## YOUR OBJECTIVE
Show, from the records below, all lines that contain the word "dead".
*** Opening RECORD EXCERPTS ***
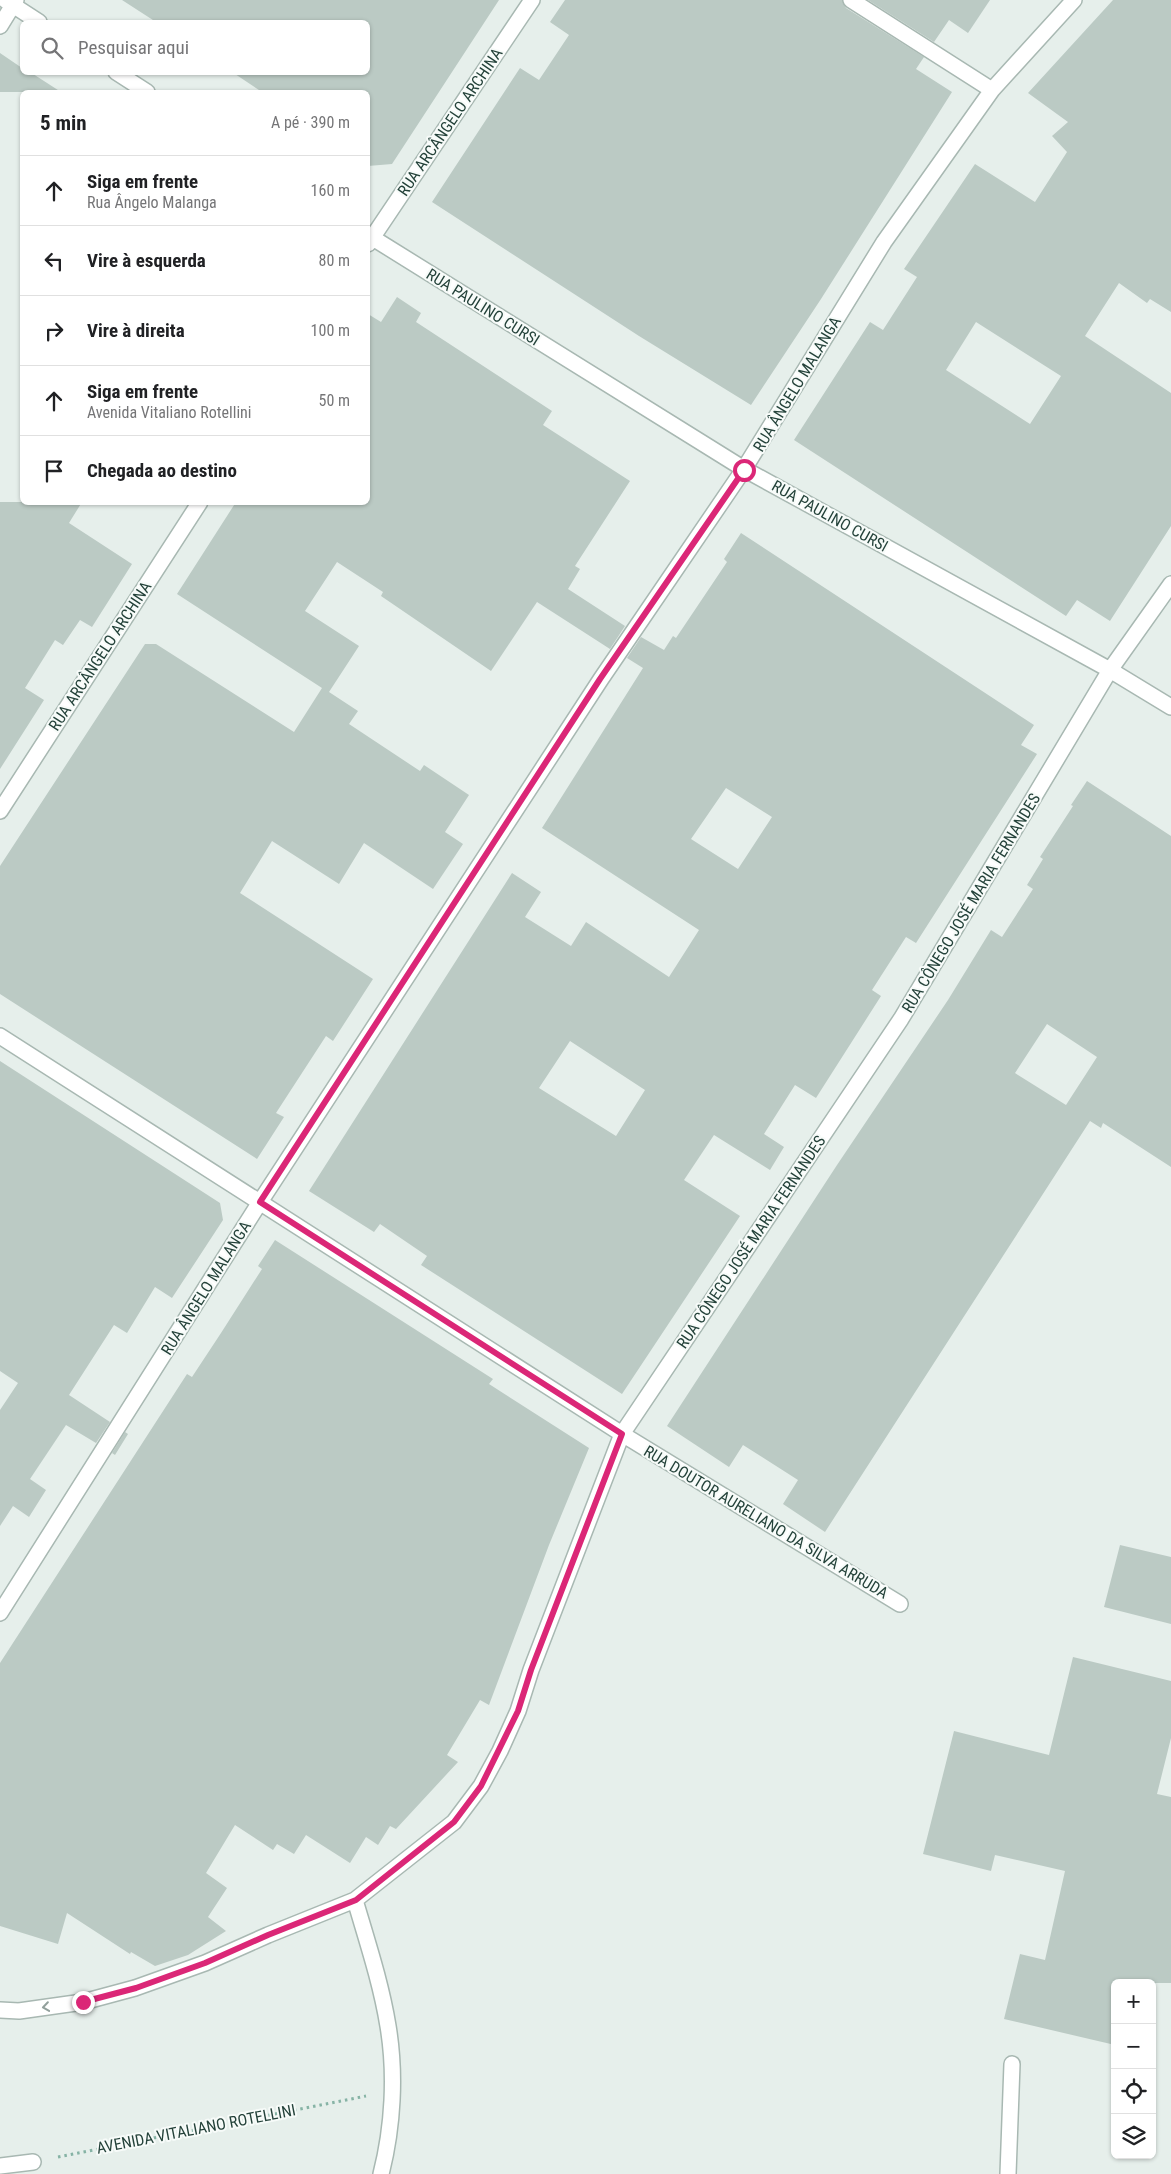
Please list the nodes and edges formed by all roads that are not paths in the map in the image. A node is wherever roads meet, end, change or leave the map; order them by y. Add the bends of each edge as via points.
1 (532, 0) edge
2 (851, 0) edge
3 (1074, 0) edge
4 (11, 2) edge
5 (36, 20) edge
6 (0, 26) edge
7 (121, 75) edge
8 (144, 90) edge
9 (992, 90) junction
10 (370, 238) edge
11 (370, 240) edge
12 (744, 470) junction
13 (198, 505) edge
14 (1171, 584) edge
15 (1110, 670) junction
16 (1171, 708) edge
17 (0, 810) edge
18 (0, 1036) edge
19 (260, 1202) junction
20 (622, 1434) junction
21 (900, 1604) dead end
22 (0, 1613) edge
23 (356, 1900) junction
24 (0, 2010) edge
25 (1012, 2064) dead end
26 (33, 2162) road end
27 (0, 2166) edge
28 (381, 2174) edge
29 (1008, 2174) edge

1 - 10 street, RUA ARCÂNGELO ARCHINA
2 - 9 street
3 - 9 street, RUA ÂNGELO MALANGA
4 - 5 street
4 - 6 street
7 - 8 street
9 - 12 street, RUA ÂNGELO MALANGA via 884,242
11 - 12 street, RUA PAULINO CURSI
12 - 15 street, RUA PAULINO CURSI
12 - 19 street, RUA ÂNGELO MALANGA via 600,679
13 - 17 street, RUA ARCÂNGELO ARCHINA
14 - 15 street, RUA CÔNEGO JOSÉ MARIA FERNANDES
15 - 16 street, RUA PAULINO CURSI
15 - 20 street, RUA CÔNEGO JOSÉ MARIA FERNANDES via 901,1019
18 - 19 street, RUA DOUTOR AURELIANO DA SILVA ARRUDA
19 - 20 street, RUA DOUTOR AURELIANO DA SILVA ARRUDA
19 - 22 street, RUA ÂNGELO MALANGA
20 - 21 street, RUA DOUTOR AURELIANO DA SILVA ARRUDA
20 - 23 street, RUA CÔNEGO JOSÉ MARIA FERNANDES via 518,1711 481,1786 454,1822
23 -> 24 street via 136,1988 83,2002 19,2011
23 - 28 street via 388,2026 392,2090
25 - 29 street
26 - 27 street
*** Closing RECORD EXCERPTS ***
## WRITTEN SOLUTION
21 (900, 1604) dead end
25 (1012, 2064) dead end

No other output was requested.